Europe Materials 5 December 2019 13:31 (UTC +04:00)
German industrial orders fell unexpectedly in October as demand at home and from outside the euro zone weakened
German manufacturing crisis drags into final quarter

German industrial orders fell unexpectedly in October as demand at home and from outside the euro zone weakened, suggesting a manufacturing downturn will continue to hold back growth in Europe’s largest economy in the final quarter, Trend with reference to Reuters reports.

Contracts for German-made goods were down 0.4% from the previous month, the Statistics Office said on Thursday. That undershot a Reuters consensus forecast for a 0.3% rise.

The reading for September was revised up to an increase of 1.5% from a previously reported 1.3%.

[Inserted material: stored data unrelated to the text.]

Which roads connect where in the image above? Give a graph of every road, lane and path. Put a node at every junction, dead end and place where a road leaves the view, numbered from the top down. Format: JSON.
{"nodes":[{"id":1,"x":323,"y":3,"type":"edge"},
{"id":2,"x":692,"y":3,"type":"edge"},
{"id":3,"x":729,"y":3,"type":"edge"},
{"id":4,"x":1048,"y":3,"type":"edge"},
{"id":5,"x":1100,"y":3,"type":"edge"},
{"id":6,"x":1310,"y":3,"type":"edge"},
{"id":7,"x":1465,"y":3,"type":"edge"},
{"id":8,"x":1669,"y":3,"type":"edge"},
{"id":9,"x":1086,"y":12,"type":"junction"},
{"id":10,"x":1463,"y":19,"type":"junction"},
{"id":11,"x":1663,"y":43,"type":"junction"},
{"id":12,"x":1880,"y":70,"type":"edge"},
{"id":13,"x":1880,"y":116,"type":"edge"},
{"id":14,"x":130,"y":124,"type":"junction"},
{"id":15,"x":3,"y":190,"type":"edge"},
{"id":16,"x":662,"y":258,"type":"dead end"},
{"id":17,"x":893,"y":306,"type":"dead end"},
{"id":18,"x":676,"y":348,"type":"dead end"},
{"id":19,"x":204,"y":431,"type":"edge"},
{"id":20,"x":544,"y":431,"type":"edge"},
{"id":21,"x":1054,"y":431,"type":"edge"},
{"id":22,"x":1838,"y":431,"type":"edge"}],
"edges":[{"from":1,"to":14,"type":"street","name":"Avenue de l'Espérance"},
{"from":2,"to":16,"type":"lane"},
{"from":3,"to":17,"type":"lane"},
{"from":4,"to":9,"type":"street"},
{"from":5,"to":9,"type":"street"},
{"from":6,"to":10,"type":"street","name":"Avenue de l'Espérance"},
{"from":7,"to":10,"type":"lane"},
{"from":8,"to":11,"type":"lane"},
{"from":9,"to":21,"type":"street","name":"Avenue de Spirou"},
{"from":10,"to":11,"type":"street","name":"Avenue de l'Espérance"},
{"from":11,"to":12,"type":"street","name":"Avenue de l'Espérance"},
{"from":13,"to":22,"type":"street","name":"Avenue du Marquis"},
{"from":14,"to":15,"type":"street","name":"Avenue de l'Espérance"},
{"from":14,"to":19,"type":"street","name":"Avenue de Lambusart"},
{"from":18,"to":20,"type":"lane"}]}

The economy ministry said that industrial orders had stabilized in recent months, with business expectations also developing a bit more favorably.

“However, activity in the manufacturing industry is still weak. The manufacturing outlook for the final quarter therefore remains subdued,” it said.

Industrial orders from domestic clients fell 3.2% while demand from customers outside the euro zone dropped 4.1%, the data showed. Orders from other euro zone countries jumped 11.1%, helped by bulk orders.

Without bulk orders, overall industrial orders fell 1.4% in October.

The German economy skirted a recession in the third quarter as consumers, exports and state spending drove a 0.1% expansion from July through September, following a 0.2% contraction in the previous three months.

The country’s export-dependent manufacturers are struggling with weaker foreign demand, tariff disputes sparked by U.S. President Donald Trump’s ‘America First’ policy and business uncertainty linked to Britain’s delayed departure from the European Union.